Tuesday, May 28, 2013

To Hell & Back: Court of Appeals of Kentucky Finds No Error With Rejected Stipulation

According to the Legal Dictionary,

During the course of a civil lawsuit, criminal proceeding, or any other type of litigation, the opposing attorneys may come to an agreement about certain facts and issues. Such an agreement is called a stipulation. Courts look with favor on stipulations because they save time and simplify the matters that must be resolved

Sometimes, parties agree on a stipulation without any goading by the court. For instance, the prosecution and defense might agree to stipulate that the alleged victim was a minor in a statutory rape case, with the only dispute being whether the defendant engaged in prohibited sexual acts with that minor. In other cases, one party wants to stipulate to a certain fact, the other party wants to prove that fact through evidence/testimony, and the court has to decide whether the stipulation is preferable.
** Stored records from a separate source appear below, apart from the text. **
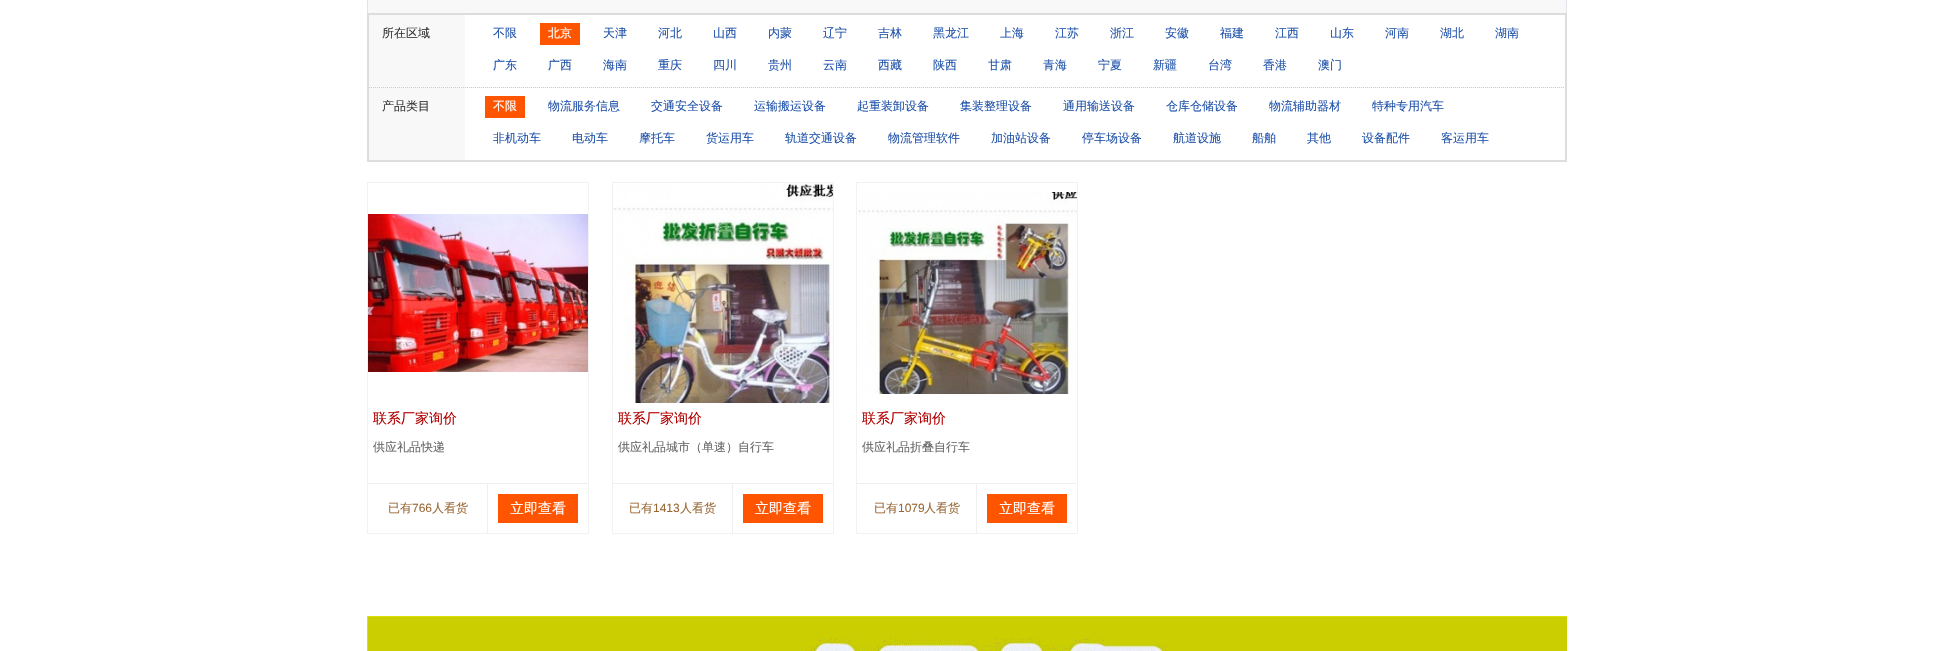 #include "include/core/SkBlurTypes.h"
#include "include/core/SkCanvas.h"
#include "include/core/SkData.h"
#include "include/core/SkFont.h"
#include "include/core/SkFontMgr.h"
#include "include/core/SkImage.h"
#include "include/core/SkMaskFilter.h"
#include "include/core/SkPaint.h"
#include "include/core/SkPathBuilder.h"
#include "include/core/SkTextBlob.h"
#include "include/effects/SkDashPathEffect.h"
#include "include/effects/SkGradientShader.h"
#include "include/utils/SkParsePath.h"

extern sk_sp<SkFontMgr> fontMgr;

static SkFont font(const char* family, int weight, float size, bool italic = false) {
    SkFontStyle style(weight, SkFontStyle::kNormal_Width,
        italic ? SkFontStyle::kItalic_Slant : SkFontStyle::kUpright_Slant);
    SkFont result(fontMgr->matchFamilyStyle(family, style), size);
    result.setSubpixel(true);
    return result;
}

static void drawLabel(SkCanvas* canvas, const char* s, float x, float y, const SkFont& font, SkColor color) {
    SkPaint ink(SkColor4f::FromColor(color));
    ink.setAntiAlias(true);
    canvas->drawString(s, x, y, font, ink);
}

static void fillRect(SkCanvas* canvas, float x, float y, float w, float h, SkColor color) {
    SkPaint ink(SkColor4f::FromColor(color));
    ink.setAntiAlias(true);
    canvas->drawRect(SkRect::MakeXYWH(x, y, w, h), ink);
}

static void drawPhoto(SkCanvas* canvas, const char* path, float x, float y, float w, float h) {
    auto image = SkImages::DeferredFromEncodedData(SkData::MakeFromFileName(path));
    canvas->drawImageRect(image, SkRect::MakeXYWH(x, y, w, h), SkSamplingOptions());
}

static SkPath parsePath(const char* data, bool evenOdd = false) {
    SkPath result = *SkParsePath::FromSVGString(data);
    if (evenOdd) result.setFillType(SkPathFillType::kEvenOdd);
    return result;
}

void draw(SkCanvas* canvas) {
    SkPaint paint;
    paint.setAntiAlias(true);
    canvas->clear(0xFFFFFFFF);
    fillRect(canvas, 368, 0, 1198, 13, 0xFFF8F8F8);
    fillRect(canvas, 1566, 0, 1, 13, 0xFFE1E4EB);
    fillRect(canvas, 367, 0, 1, 13, 0xFFE1E4EB);
    paint.setColor(0xFFF8F8F8);
    canvas->drawRect(SkRect::MakeXYWH(368, 14, 1198, 147), paint);
    paint.setStroke(true);
    paint.setStrokeWidth(2);
    paint.setColor(0xFFDDDDDD);
    canvas->drawRect(SkRect::MakeXYWH(368, 14, 1198, 147), paint);
    paint.setStrokeWidth(1);
    paint.setColor(0xFFCCCCCC);
    paint.setPathEffect(SkDashPathEffect::Make({{1, 1}}, 0));
    canvas->drawPath(parsePath("M369 87.5H1565"), paint);
    paint.setPathEffect(nullptr);
    SkFont font1 = font("WenQuanYi Zen Hei", 500, 12);
    drawLabel(canvas, "所在区域", 382, 37, font1, 0xFF333333);
    fillRect(canvas, 465, 15, 1100, 72, 0xFFFFFFFF);
    drawLabel(canvas, "不限", 493, 37, font1, 0xFF1F52AA);
    fillRect(canvas, 540, 23, 40, 22, 0xFFFF5500);
    drawLabel(canvas, "北京", 548, 37, font1, 0xFFFFFFFF);
    drawLabel(canvas, "天津", 603, 37, font1, 0xFF1F52AA);
    drawLabel(canvas, "河北", 658, 37, font1, 0xFF1F52AA);
    drawLabel(canvas, "山西", 713, 37, font1, 0xFF1F52AA);
    drawLabel(canvas, "内蒙", 768, 37, font1, 0xFF1F52AA);
    drawLabel(canvas, "辽宁", 823, 37, font1, 0xFF1F52AA);
    drawLabel(canvas, "吉林", 878, 37, font1, 0xFF1F52AA);
    drawLabel(canvas, "黑龙江", 933, 37, font1, 0xFF1F52AA);
    drawLabel(canvas, "上海", 1000, 37, font1, 0xFF1F52AA);
    drawLabel(canvas, "江苏", 1055, 37, font1, 0xFF1F52AA);
    drawLabel(canvas, "浙江", 1110, 37, font1, 0xFF1F52AA);
    drawLabel(canvas, "安徽", 1165, 37, font1, 0xFF1F52AA);
    drawLabel(canvas, "福建", 1220, 37, font1, 0xFF1F52AA);
    drawLabel(canvas, "江西", 1275, 37, font1, 0xFF1F52AA);
    drawLabel(canvas, "山东", 1330, 37, font1, 0xFF1F52AA);
    drawLabel(canvas, "河南", 1385, 37, font1, 0xFF1F52AA);
    drawLabel(canvas, "湖北", 1440, 37, font1, 0xFF1F52AA);
    drawLabel(canvas, "湖南", 1495, 37, font1, 0xFF1F52AA);
    drawLabel(canvas, "广东", 493, 69, font1, 0xFF1F52AA);
    drawLabel(canvas, "广西", 548, 69, font1, 0xFF1F52AA);
    drawLabel(canvas, "海南", 603, 69, font1, 0xFF1F52AA);
    drawLabel(canvas, "重庆", 658, 69, font1, 0xFF1F52AA);
    drawLabel(canvas, "四川", 713, 69, font1, 0xFF1F52AA);
    drawLabel(canvas, "贵州", 768, 69, font1, 0xFF1F52AA);
    drawLabel(canvas, "云南", 823, 69, font1, 0xFF1F52AA);
    drawLabel(canvas, "西藏", 878, 69, font1, 0xFF1F52AA);
    drawLabel(canvas, "陕西", 933, 69, font1, 0xFF1F52AA);
    drawLabel(canvas, "甘肃", 988, 69, font1, 0xFF1F52AA);
    drawLabel(canvas, "青海", 1043, 69, font1, 0xFF1F52AA);
    drawLabel(canvas, "宁夏", 1098, 69, font1, 0xFF1F52AA);
    drawLabel(canvas, "新疆", 1153, 69, font1, 0xFF1F52AA);
    drawLabel(canvas, "台湾", 1208, 69, font1, 0xFF1F52AA);
    drawLabel(canvas, "香港", 1263, 69, font1, 0xFF1F52AA);
    drawLabel(canvas, "澳门", 1318, 69, font1, 0xFF1F52AA);
    drawLabel(canvas, "产品类目", 382, 110, font1, 0xFF333333);
    fillRect(canvas, 465, 88, 1100, 72, 0xFFFFFFFF);
    fillRect(canvas, 485, 96, 40, 22, 0xFFFF5500);
    drawLabel(canvas, "不限", 493, 110, font1, 0xFFFFFFFF);
    drawLabel(canvas, "物流服务信息", 548, 110, font1, 0xFF1F52AA);
    drawLabel(canvas, "交通安全设备", 651, 110, font1, 0xFF1F52AA);
    drawLabel(canvas, "运输搬运设备", 754, 110, font1, 0xFF1F52AA);
    drawLabel(canvas, "起重装卸设备", 857, 110, font1, 0xFF1F52AA);
    drawLabel(canvas, "集装整理设备", 960, 110, font1, 0xFF1F52AA);
    drawLabel(canvas, "通用输送设备", 1063, 110, font1, 0xFF1F52AA);
    drawLabel(canvas, "仓库仓储设备", 1166, 110, font1, 0xFF1F52AA);
    drawLabel(canvas, "物流辅助器材", 1269, 110, font1, 0xFF1F52AA);
    drawLabel(canvas, "特种专用汽车", 1372, 110, font1, 0xFF1F52AA);
    drawLabel(canvas, "非机动车", 493, 142, font1, 0xFF1F52AA);
    drawLabel(canvas, "电动车", 572, 142, font1, 0xFF1F52AA);
    drawLabel(canvas, "摩托车", 639, 142, font1, 0xFF1F52AA);
    drawLabel(canvas, "货运用车", 706, 142, font1, 0xFF1F52AA);
    drawLabel(canvas, "轨道交通设备", 785, 142, font1, 0xFF1F52AA);
    drawLabel(canvas, "物流管理软件", 888, 142, font1, 0xFF1F52AA);
    drawLabel(canvas, "加油站设备", 991, 142, font1, 0xFF1F52AA);
    drawLabel(canvas, "停车场设备", 1082, 142, font1, 0xFF1F52AA);
    drawLabel(canvas, "航道设施", 1173, 142, font1, 0xFF1F52AA);
    drawLabel(canvas, "船舶", 1252, 142, font1, 0xFF1F52AA);
    drawLabel(canvas, "其他", 1307, 142, font1, 0xFF1F52AA);
    drawLabel(canvas, "设备配件", 1362, 142, font1, 0xFF1F52AA);
    drawLabel(canvas, "客运用车", 1441, 142, font1, 0xFF1F52AA);
    paint.setColor(0xFFF2F2F2);
    canvas->drawRect(SkRect::MakeXYWH(367.5f, 182.5f, 221, 351), paint);
    drawPhoto(canvas, "assets/img1.png", 368, 214, 220, 158);
    SkFont font2 = font("WenQuanYi Zen Hei", 500, 14);
    drawLabel(canvas, "联系厂家询价", 373, 423, font2, 0xFFB20000);
    drawLabel(canvas, "供应礼品快递", 373, 451, font1, 0xFF666666);
    fillRect(canvas, 368, 483, 220, 1, 0xFFEFEFEF);
    fillRect(canvas, 487, 484, 1, 49, 0xFFEFEFEF);
    drawLabel(canvas, "已有", 388, 512, font1, 0xFF996633);
    SkFont font3 = font("Liberation Sans", 400, 12);
    drawLabel(canvas, "766", 412, 512, font3, 0xFF996633);
    drawLabel(canvas, "人看货", 432, 512, font1, 0xFF996633);
    fillRect(canvas, 498, 494, 80, 29, 0xFFFF5500);
    drawLabel(canvas, "立即查看", 510, 513, font2, 0xFFFFFFFF);
    canvas->drawRect(SkRect::MakeXYWH(612.5f, 182.5f, 221, 351), paint);
    drawPhoto(canvas, "assets/img2.png", 613, 183, 220, 220);
    drawLabel(canvas, "联系厂家询价", 618, 423, font2, 0xFFB20000);
    drawLabel(canvas, "供应礼品城市（单速）自行车", 618, 451, font1, 0xFF666666);
    fillRect(canvas, 613, 483, 220, 1, 0xFFEFEFEF);
    fillRect(canvas, 732, 484, 1, 49, 0xFFEFEFEF);
    drawLabel(canvas, "已有", 629, 512, font1, 0xFF996633);
    drawLabel(canvas, "1413", 653, 512, font3, 0xFF996633);
    drawLabel(canvas, "人看货", 680, 512, font1, 0xFF996633);
    fillRect(canvas, 743, 494, 80, 29, 0xFFFF5500);
    drawLabel(canvas, "立即查看", 755, 513, font2, 0xFFFFFFFF);
    canvas->drawRect(SkRect::MakeXYWH(856.5f, 182.5f, 221, 351), paint);
    drawPhoto(canvas, "assets/img3.png", 858, 192, 219, 202);
    drawLabel(canvas, "联系厂家询价", 862, 423, font2, 0xFFB20000);
    drawLabel(canvas, "供应礼品折叠自行车", 862, 451, font1, 0xFF666666);
    fillRect(canvas, 857, 483, 220, 1, 0xFFEFEFEF);
    fillRect(canvas, 976, 484, 1, 49, 0xFFEFEFEF);
    drawLabel(canvas, "已有", 874, 512, font1, 0xFF996633);
    drawLabel(canvas, "1079", 898, 512, font3, 0xFF996633);
    drawLabel(canvas, "人看货", 924, 512, font1, 0xFF996633);
    fillRect(canvas, 987, 494, 80, 29, 0xFFFF5500);
    drawLabel(canvas, "立即查看", 999, 513, font2, 0xFFFFFFFF);
    drawPhoto(canvas, "assets/img4.png", 367, 616, 1200, 35);
}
Probably the most famous example of this latter situation is Old Chief v. United States, 519 U.S. 172 (1997), in which the defendant was charged with being a former felon in possession of a firearm. The defense wanted to stipulate that the defendant was a former felon. The prosecution wanted to prove this prior felony conviction through evidence/testimony. The district court allowed the prosecution to present its evidence/testimony, and the Supreme Court later reversed the defendant's conviction, finding that the stipulation would have told the jury all that it needed to know: that the defendant was a former felon. So, why didn't the Court of Appeals of Kentucky reach a similar conclusion in Anglin v. Commonwealth, 2013 WL 2257829 (Ky.App. 2013)?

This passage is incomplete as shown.